> GIVEN DATA:
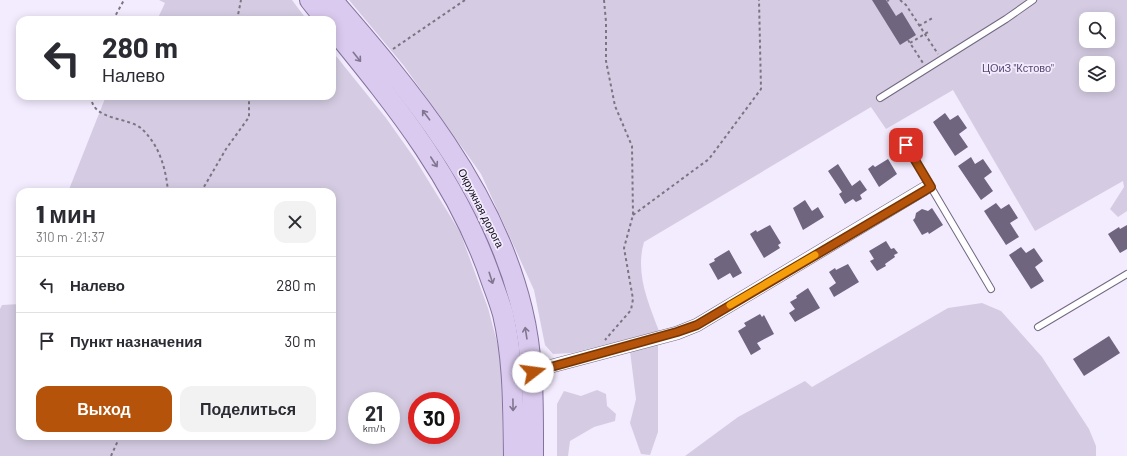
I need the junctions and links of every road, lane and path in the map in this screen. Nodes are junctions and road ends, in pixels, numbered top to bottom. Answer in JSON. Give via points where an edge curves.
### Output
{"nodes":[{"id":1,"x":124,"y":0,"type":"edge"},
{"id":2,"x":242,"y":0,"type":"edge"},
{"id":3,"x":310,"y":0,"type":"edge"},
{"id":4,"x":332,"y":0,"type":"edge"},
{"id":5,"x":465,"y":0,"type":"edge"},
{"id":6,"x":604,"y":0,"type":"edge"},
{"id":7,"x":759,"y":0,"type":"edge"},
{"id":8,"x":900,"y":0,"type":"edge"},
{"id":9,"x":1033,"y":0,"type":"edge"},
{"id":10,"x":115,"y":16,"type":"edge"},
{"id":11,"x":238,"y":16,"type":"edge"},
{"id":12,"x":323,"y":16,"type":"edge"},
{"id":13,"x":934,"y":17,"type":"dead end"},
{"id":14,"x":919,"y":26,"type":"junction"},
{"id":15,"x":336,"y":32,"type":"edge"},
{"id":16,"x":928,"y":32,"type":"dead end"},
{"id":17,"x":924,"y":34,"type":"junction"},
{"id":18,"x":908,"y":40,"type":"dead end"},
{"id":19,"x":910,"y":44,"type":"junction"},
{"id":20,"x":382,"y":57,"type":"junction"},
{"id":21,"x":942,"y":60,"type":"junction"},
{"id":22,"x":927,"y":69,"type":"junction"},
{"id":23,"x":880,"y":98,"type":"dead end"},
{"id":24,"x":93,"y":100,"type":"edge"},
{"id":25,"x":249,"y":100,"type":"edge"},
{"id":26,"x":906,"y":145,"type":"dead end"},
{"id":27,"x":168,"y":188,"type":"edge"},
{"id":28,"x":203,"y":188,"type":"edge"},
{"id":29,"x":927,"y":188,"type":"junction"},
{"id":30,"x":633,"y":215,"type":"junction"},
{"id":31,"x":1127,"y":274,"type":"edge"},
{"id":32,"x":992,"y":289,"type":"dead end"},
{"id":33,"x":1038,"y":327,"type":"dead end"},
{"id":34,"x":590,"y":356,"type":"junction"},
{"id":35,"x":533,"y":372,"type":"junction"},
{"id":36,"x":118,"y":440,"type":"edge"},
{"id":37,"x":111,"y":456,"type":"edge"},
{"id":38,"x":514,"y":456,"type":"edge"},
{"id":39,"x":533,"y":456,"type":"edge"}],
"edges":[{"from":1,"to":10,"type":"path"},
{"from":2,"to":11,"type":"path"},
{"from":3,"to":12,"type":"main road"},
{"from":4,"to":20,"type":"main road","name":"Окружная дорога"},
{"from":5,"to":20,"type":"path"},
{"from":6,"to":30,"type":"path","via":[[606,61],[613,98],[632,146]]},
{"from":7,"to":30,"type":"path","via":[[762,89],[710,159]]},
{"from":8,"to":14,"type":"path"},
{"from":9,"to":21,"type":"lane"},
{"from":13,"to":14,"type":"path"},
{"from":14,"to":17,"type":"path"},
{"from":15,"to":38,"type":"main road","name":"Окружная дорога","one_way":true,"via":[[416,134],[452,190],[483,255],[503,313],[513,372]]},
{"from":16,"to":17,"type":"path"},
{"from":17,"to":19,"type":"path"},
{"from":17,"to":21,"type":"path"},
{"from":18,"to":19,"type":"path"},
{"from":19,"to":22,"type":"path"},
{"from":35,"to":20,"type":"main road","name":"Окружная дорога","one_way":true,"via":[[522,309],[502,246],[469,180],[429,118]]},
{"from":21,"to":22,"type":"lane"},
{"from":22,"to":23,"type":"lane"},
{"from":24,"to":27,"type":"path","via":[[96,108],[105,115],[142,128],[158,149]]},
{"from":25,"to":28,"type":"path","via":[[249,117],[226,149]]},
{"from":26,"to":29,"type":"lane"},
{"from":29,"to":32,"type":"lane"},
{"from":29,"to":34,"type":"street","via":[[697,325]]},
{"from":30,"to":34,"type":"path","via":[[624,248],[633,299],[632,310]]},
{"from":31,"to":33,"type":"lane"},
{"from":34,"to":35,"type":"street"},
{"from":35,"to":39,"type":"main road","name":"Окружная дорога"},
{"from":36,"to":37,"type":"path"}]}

> DIRECTIONS: Lines holding "true" are the ones to copy; find all of them in the listing.

> FINAL ANSWER:
{"from":15,"to":38,"type":"main road","name":"Окружная дорога","one_way":true,"via":[[416,134],[452,190],[483,255],[503,313],[513,372]]},
{"from":35,"to":20,"type":"main road","name":"Окружная дорога","one_way":true,"via":[[522,309],[502,246],[469,180],[429,118]]},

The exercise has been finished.